Failure to Implement Care Plan Intervention for Door Stop Sign
Penalty
Summary
The deficiency involves the facility’s failure to implement a comprehensive, person-centered care plan intervention for one resident as required by facility policy. The facility’s care plan policy, revised March 2022, states that comprehensive care plans must include measurable objectives and interventions derived from a thorough analysis of information to meet residents’ physical, psychosocial, and functional needs. Resident #15 was admitted with chronic kidney disease, essential hypertension, and type 2 diabetes mellitus, and a quarterly MDS showed the resident was cognitively intact with a BIMS score of 15. The resident’s comprehensive care plan, revised 4/21/2025, included an intervention for a stop sign to be placed on the resident’s door, with staff to assist as needed to keep the stop sign in place.
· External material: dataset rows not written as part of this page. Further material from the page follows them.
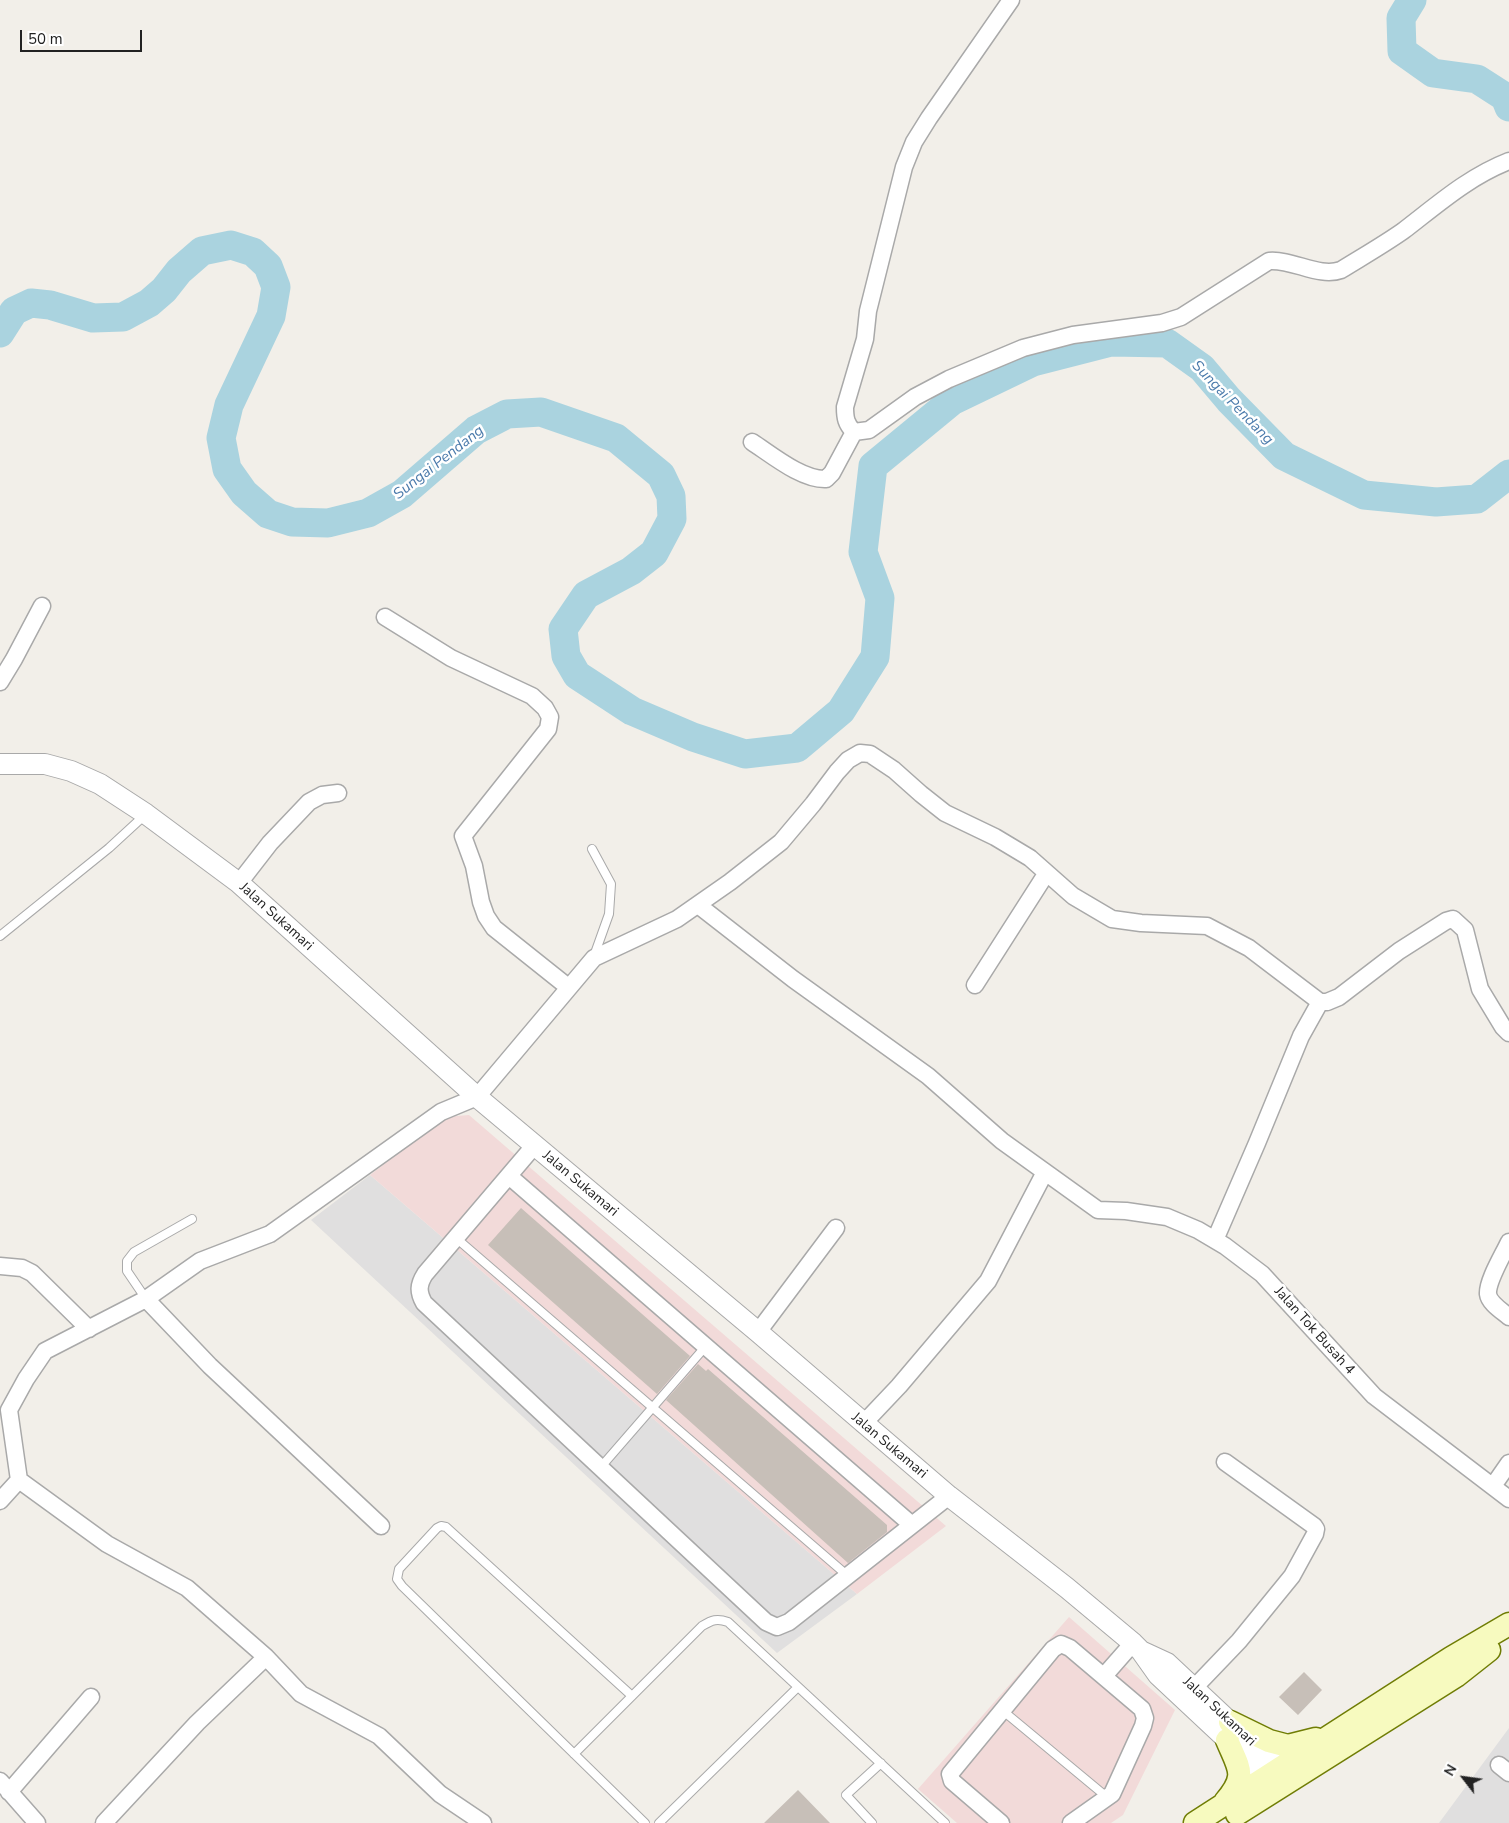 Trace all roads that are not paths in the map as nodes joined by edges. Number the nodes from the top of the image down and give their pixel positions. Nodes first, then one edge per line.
1 (1011, 0) edge
2 (1509, 161) edge
3 (854, 432) junction
4 (752, 442) dead end
5 (42, 606) dead end
6 (385, 617) dead end
7 (0, 682) edge
8 (0, 764) edge
9 (338, 793) dead end
10 (146, 814) junction
11 (592, 849) dead end
12 (1046, 874) junction
13 (239, 882) junction
14 (698, 905) junction
15 (0, 936) edge
16 (594, 958) junction
17 (975, 985) dead end
18 (568, 987) junction
19 (1320, 1002) junction
20 (1509, 1033) edge
21 (477, 1098) junction
22 (534, 1146) junction
23 (1045, 1172) junction
24 (509, 1176) junction
25 (192, 1219) dead end
26 (836, 1228) dead end
27 (456, 1238) junction
28 (1214, 1240) junction
29 (1509, 1242) edge
30 (0, 1266) edge
31 (146, 1299) junction
32 (1509, 1317) edge
33 (89, 1329) junction
34 (758, 1332) junction
35 (706, 1346) junction
36 (653, 1408) junction
37 (863, 1424) junction
38 (1225, 1462) dead end
39 (1509, 1463) edge
40 (600, 1468) junction
41 (19, 1480) junction
42 (1493, 1486) junction
43 (949, 1496) junction
44 (1509, 1498) edge
45 (0, 1501) edge
46 (912, 1525) junction
47 (381, 1526) dead end
48 (848, 1576) junction
49 (1509, 1624) edge
50 (1509, 1634) edge
51 (1137, 1647) junction
52 (266, 1657) junction
53 (1104, 1676) junction
54 (798, 1687) junction
55 (1194, 1688) junction
56 (632, 1696) junction
57 (91, 1697) dead end
58 (1002, 1710) junction
59 (1340, 1730) junction
60 (1228, 1731) junction
61 (574, 1754) junction
62 (881, 1763) junction
63 (1281, 1778) junction
64 (5, 1786) edge
65 (1108, 1798) junction
66 (1222, 1815) edge
67 (37, 1823) edge
68 (104, 1823) edge
69 (483, 1823) edge
70 (645, 1823) edge
71 (659, 1823) edge
72 (872, 1823) edge
73 (945, 1823) edge
74 (1000, 1823) edge
75 (1071, 1823) edge
76 (1195, 1823) edge

1 - 3 street
2 - 3 street
3 - 4 street
5 - 7 street
6 - 18 street
8 - 10 street, Jalan Sukamari
9 - 13 street
10 - 13 street, Jalan Sukamari
10 - 15 lane
11 - 16 lane
12 - 14 street
12 - 17 street
12 - 19 street
13 - 21 street, Jalan Sukamari
14 - 16 street
14 - 23 street
16 - 18 street
18 - 21 street
19 - 20 street
19 - 28 street
21 - 22 street, Jalan Sukamari
21 - 31 street
22 - 24 street
22 - 34 street, Jalan Sukamari
23 - 28 street, Jalan Tok Busah 4
23 - 37 street
24 - 27 street
24 - 35 street
25 - 31 lane
26 - 34 street
27 - 36 lane
27 - 40 street
28 - 42 street, Jalan Tok Busah 4
29 - 32 street
30 - 33 street
31 - 33 street
31 - 47 street
33 - 41 street
34 - 37 street, Jalan Sukamari
35 - 36 lane
35 - 46 street
36 - 40 lane
36 - 48 lane
37 - 43 street, Jalan Sukamari
38 - 55 street
39 - 42 street
40 - 48 street
41 - 45 street
41 - 52 street
42 - 44 street, Jalan Tok Busah 4
43 - 46 street
43 - 51 street, Jalan Sukamari
46 - 48 street
49 - 59 main road
50 - 63 main road
51 - 53 street
51 - 55 street, Jalan Sukamari
51 - 60 street, Jalan Sukamari
52 - 68 street
52 - 69 street
53 - 58 street
53 - 65 street
54 - 56 lane
54 - 62 lane
54 - 71 lane
55 - 60 street, Jalan Sukamari
56 - 61 lane
56 - 61 lane
57 - 64 street
58 - 65 lane
58 - 74 street
59 - 60 main road
59 - 63 main road
60 - 63 street, Jalan Sukamari
60 - 66 main road
61 - 70 lane
62 - 72 lane
62 - 73 lane
63 - 66 main road
64 - 67 street
65 - 75 street
66 - 76 main road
On 4/14/2026 at 8:24 AM, surveyors observed that the stop sign outside Resident #15’s room was not in place, and no staff were in sight of the room while the resident was sitting on the side of the bed. During an interview at 8:25 AM, the resident stated that staff did not keep the stop sign up much anymore. At 8:27 AM, an LPN acknowledged that the stop sign was supposed to be in place and admitted it was their fault, explaining they had forgotten to put the stop sign back up after exiting the resident’s room. At 8:40 AM, the DON, upon interview and medical record review, confirmed that the care plan intervention for the stop sign on the resident’s door had not been followed and stated she expected the stop sign to be in place for this resident.